A quadratic equation is a polynomial equation of degree two, which means it involves a term with the variable raised to the exponent of two. Typically, a quadratic equation can be expressed in the form \( ax^2 + bx + c = 0 \). Here, \( a \), \( b \), and \( c \) are known as coefficients, and \( x \) represents the unknown variable we are trying to solve for.

Quadratic equations are fundamental in mathematics because they come up in various scenarios, like physics problems, financial calculations, and even computer graphics. Solving these equations typically involves finding the values of \( x \) that satisfy the equation. These values are often called the "roots" or "solutions" of the equation.

• The term with \( x^2 \) is called the quadratic term.
• The term with \( x \) is known as the linear term.
• The constant term in the equation is \( c \).

Understanding how to manipulate and solve a quadratic equation is crucial for progressing in math.

The standard form of a quadratic equation is essential for solving and analyzing the equation. Rearranging an equation into the standard form \( ax^2 + bx + c = 0 \) makes it easier to understand and apply various solution methods, such as factoring or using the quadratic formula. This format highlights the coefficients, which play a pivotal role in solving the equation.

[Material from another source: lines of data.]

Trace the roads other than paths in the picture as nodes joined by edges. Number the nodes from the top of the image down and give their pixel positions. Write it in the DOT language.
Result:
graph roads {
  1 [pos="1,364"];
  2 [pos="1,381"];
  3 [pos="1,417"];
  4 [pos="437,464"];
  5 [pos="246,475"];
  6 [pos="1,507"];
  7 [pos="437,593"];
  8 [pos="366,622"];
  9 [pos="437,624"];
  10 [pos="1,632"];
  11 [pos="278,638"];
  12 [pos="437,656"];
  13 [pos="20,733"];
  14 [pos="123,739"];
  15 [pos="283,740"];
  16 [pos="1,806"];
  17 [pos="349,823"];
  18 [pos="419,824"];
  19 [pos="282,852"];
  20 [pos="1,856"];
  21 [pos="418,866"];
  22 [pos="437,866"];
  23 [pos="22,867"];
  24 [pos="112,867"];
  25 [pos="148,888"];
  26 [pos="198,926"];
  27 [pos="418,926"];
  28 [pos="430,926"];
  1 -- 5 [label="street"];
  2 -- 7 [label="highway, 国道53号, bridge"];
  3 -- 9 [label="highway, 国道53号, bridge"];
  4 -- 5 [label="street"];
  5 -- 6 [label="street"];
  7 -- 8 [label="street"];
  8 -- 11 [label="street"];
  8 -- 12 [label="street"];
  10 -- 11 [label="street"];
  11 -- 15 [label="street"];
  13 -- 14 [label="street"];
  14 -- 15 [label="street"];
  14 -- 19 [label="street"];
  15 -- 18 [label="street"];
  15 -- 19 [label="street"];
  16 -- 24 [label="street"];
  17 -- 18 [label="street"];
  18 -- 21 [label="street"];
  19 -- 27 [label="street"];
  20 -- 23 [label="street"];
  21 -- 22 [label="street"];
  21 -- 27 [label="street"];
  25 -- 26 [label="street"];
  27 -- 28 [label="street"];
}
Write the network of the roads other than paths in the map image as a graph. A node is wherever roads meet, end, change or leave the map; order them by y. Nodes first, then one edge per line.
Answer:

To convert any quadratic expression into standard form:

• Ensure that all terms are on one side of the equation, leaving zero on the other. This might involve moving terms across the equal sign.
• Arrange the terms in descending order of their exponent values.
• Make sure to express the coefficients as clearly identified numerical values.

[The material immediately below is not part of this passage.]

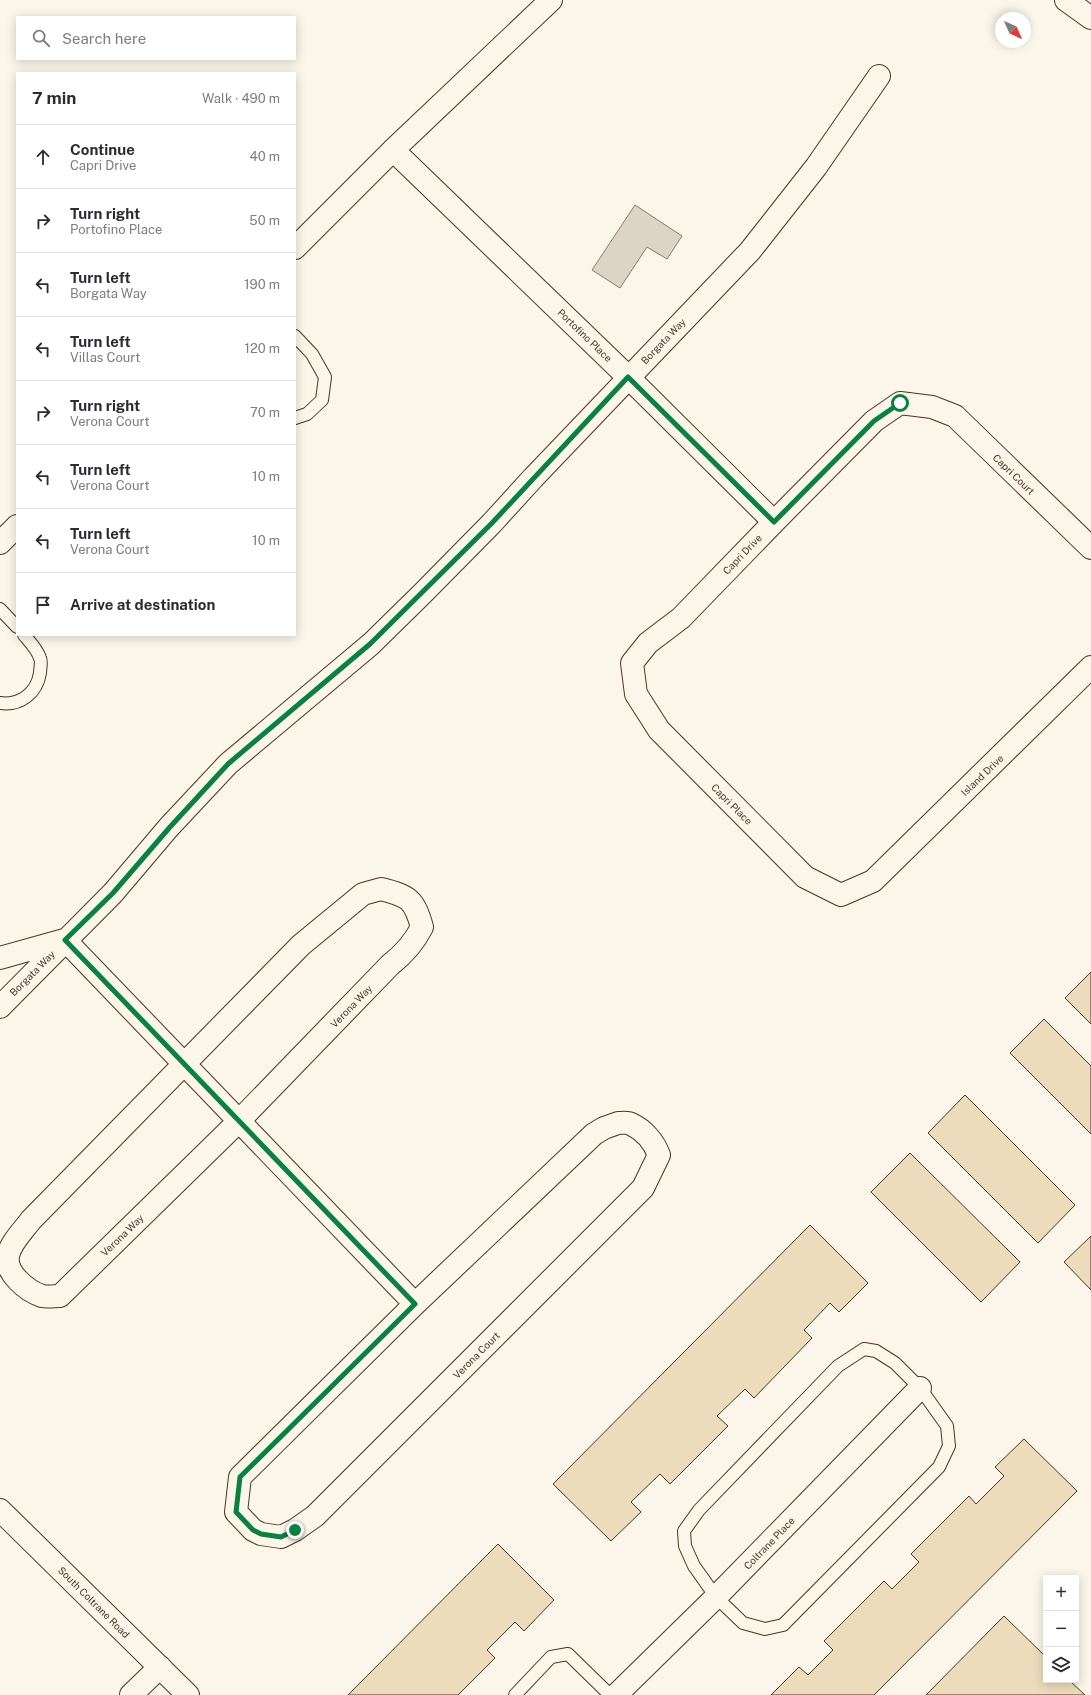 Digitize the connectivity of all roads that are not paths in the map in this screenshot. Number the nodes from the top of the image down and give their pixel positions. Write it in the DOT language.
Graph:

For the equation provided in our exercise, \( 2x = x^2 - x \), rearranging gives \( x^2 - 3x + 2 = 0 \) in standard form.

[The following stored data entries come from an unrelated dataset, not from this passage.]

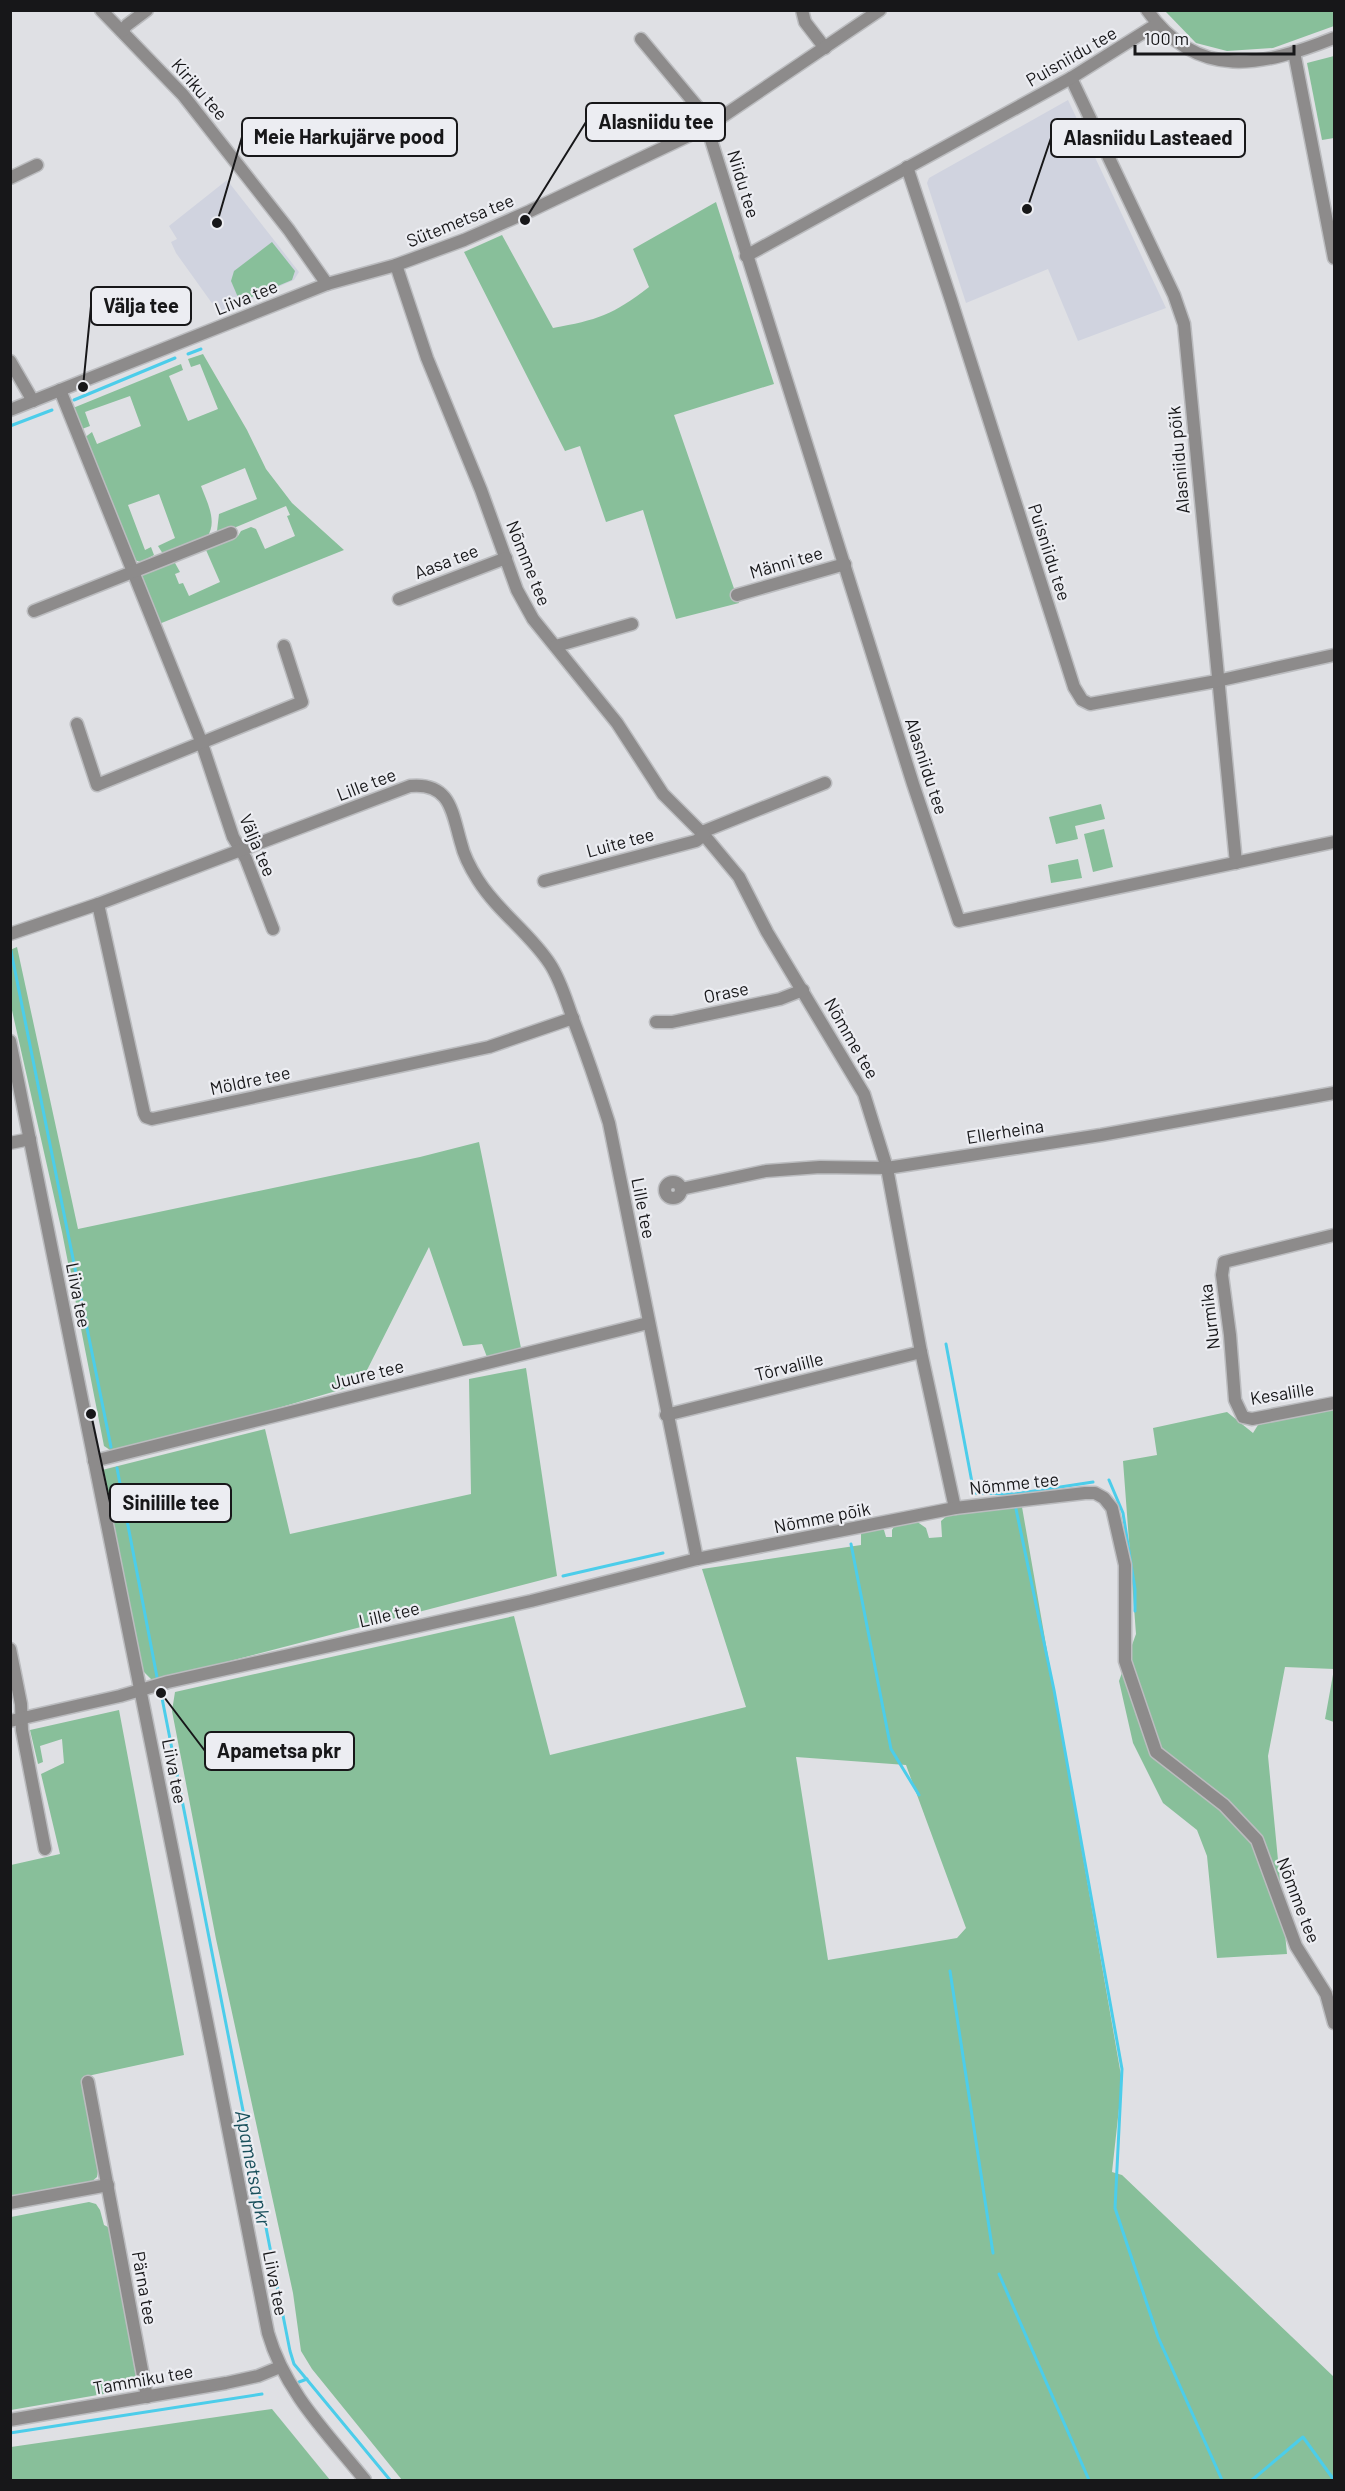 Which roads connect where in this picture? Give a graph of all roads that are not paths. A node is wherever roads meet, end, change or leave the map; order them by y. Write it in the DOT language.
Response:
graph roads {
  1 [pos="101,10"];
  2 [pos="802,10"];
  3 [pos="880,10"];
  4 [pos="1147,10"];
  5 [pos="144,11"];
  6 [pos="1157,24"];
  7 [pos="122,31"];
  8 [pos="1335,38"];
  9 [pos="641,39"];
  10 [pos="825,48"];
  11 [pos="1294,52"];
  12 [pos="1071,78"];
  13 [pos="707,127"];
  14 [pos="37,165"];
  15 [pos="907,167"];
  16 [pos="10,178"];
  17 [pos="746,255"];
  18 [pos="1335,258"];
  19 [pos="396,265"];
  20 [pos="327,284"];
  21 [pos="10,360"];
  22 [pos="60,390"];
  23 [pos="33,401"];
  24 [pos="10,410"];
  25 [pos="231,533"];
  26 [pos="506,558"];
  27 [pos="845,564"];
  28 [pos="134,570"];
  29 [pos="738,595"];
  30 [pos="399,599"];
  31 [pos="34,611"];
  32 [pos="632,624"];
  33 [pos="284,646"];
  34 [pos="556,646"];
  35 [pos="1335,655"];
  36 [pos="1217,681"];
  37 [pos="77,724"];
  38 [pos="201,741"];
  39 [pos="825,783"];
  40 [pos="703,834"];
  41 [pos="1335,842"];
  42 [pos="240,849"];
  43 [pos="1236,862"];
  44 [pos="544,881"];
  45 [pos="98,904"];
  46 [pos="273,929"];
  47 [pos="10,934"];
  48 [pos="803,990"];
  49 [pos="573,1018"];
  50 [pos="656,1022"];
  51 [pos="10,1041"];
  52 [pos="1335,1094"];
  53 [pos="30,1139"];
  54 [pos="10,1143"];
  55 [pos="887,1168"];
  56 [pos="681,1189"];
  57 [pos="1335,1235"];
  58 [pos="648,1323"];
  59 [pos="921,1352"];
  60 [pos="1335,1402"];
  61 [pos="1238,1410"];
  62 [pos="666,1415"];
  63 [pos="94,1461"];
  64 [pos="955,1508"];
  65 [pos="697,1559"];
  66 [pos="10,1649"];
  67 [pos="141,1691"];
  68 [pos="16,1720"];
  69 [pos="45,1849"];
  70 [pos="1335,2023"];
  71 [pos="88,2082"];
  72 [pos="108,2186"];
  73 [pos="10,2203"];
  74 [pos="280,2367"];
  75 [pos="147,2397"];
  76 [pos="10,2420"];
  77 [pos="365,2481"];
  1 -- 7 [label="street, Kiriku tee"];
  2 -- 10 [label="street"];
  3 -- 10 [label="street, Sütemetsa tee"];
  4 -- 6 [label="street"];
  5 -- 7 [label="street"];
  6 -- 11 [label="street"];
  6 -- 12 [label="street, Puisniidu tee"];
  7 -- 20 [label="street, Kiriku tee"];
  8 -- 11 [label="street"];
  9 -- 13 [label="street, Niidu tee"];
  10 -- 13 [label="street, Sütemetsa tee"];
  11 -- 18 [label="street"];
  12 -- 15 [label="street, Puisniidu tee"];
  12 -- 36 [label="street, Alasniidu põik"];
  13 -- 17 [label="street, Niidu tee"];
  13 -- 19 [label="street, Sütemetsa tee"];
  14 -- 16 [label="street"];
  15 -- 17 [label="street, Puisniidu tee"];
  15 -- 36 [label="street, Puisniidu tee"];
  17 -- 27 [label="street, Alasniidu tee"];
  19 -- 20 [label="street, Sütemetsa tee"];
  19 -- 26 [label="street, Nõmme tee"];
  20 -- 22 [label="street, Liiva tee"];
  21 -- 23 [label="street"];
  22 -- 23 [label="street, Liiva tee"];
  22 -- 28 [label="street, Välja tee"];
  23 -- 24 [label="street, Liiva tee"];
  25 -- 28 [label="street"];
  26 -- 30 [label="street, Aasa tee"];
  26 -- 34 [label="street, Nõmme tee"];
  27 -- 29 [label="street, Männi tee"];
  27 -- 43 [label="street, Alasniidu tee"];
  28 -- 31 [label="street"];
  28 -- 38 [label="street, Välja tee"];
  32 -- 34 [label="street"];
  33 -- 38 [label="street"];
  34 -- 40 [label="street, Nõmme tee"];
  35 -- 36 [label="street, Puisniidu tee"];
  36 -- 43 [label="street, Alasniidu põik"];
  37 -- 38 [label="street"];
  38 -- 42 [label="street, Välja tee"];
  39 -- 40 [label="street"];
  40 -- 44 [label="street, Luite tee"];
  40 -- 48 [label="street, Nõmme tee"];
  41 -- 43 [label="street, Alasniidu tee"];
  42 -- 45 [label="street, Lille tee"];
  42 -- 46 [label="street, Välja tee"];
  42 -- 49 [label="street, Lille tee"];
  45 -- 47 [label="street, Lille tee"];
  45 -- 49 [label="street, Möldre tee"];
  48 -- 50 [label="street, Orase"];
  48 -- 55 [label="street, Nõmme tee"];
  49 -- 58 [label="street, Lille tee"];
  51 -- 53 [label="street, Liiva tee"];
  52 -- 55 [label="street, Ellerheina"];
  53 -- 54 [label="street"];
  53 -- 63 [label="street, Liiva tee"];
  55 -- 56 [label="street, Ellerheina"];
  55 -- 59 [label="street, Nõmme tee"];
  57 -- 61 [label="street, Nurmika"];
  58 -- 62 [label="street, Lille tee"];
  58 -- 63 [label="street, Juure tee"];
  59 -- 62 [label="street, Tõrvalille"];
  59 -- 64 [label="street, Nõmme tee"];
  60 -- 61 [label="street, Kesalille"];
  62 -- 65 [label="street, Lille tee"];
  63 -- 67 [label="street, Liiva tee"];
  64 -- 65 [label="street, Nõmme põik"];
  64 -- 70 [label="street, Nõmme tee"];
  65 -- 67 [label="street, Lille tee"];
  66 -- 68 [label="street"];
  67 -- 68 [label="street, Lille tee"];
  67 -- 74 [label="street, Liiva tee"];
  68 -- 69 [label="street"];
  71 -- 72 [label="street, Pärna tee"];
  72 -- 73 [label="street"];
  72 -- 75 [label="street, Pärna tee"];
  74 -- 75 [label="street, Tammiku tee"];
  74 -- 77 [label="street, Liiva tee"];
  75 -- 76 [label="street, Tammiku tee"];
}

Coefficients are the numbers that multiply the variables or terms in an equation. In the context of quadratic equations, these numbers are referred to as \( a \), \( b \), and \( c \), each corresponding to the respective terms in the standard form equation \( ax^2 + bx + c = 0 \). Identifying these coefficients correctly is crucial as they are used in calculating important characteristics of the quadratic equation, such as the discriminant and the solutions.

• \( a \) is the coefficient of the \( x^2 \) term. It indicates the degree and direction of the parabola's opening.
• \( b \) is the coefficient of the \( x \) term, playing a role in determining the vertex of the parabola.
• \( c \) is the constant term, which affects the vertical position of the parabola.

In the given equation \( x^2 - 3x + 2 = 0 \), \( a = 1 \), \( b = -3 \), and \( c = 2 \). These coefficients are used in the discriminant formula \( b^2 - 4ac \), which helps determine the nature of the roots of the quadratic equation.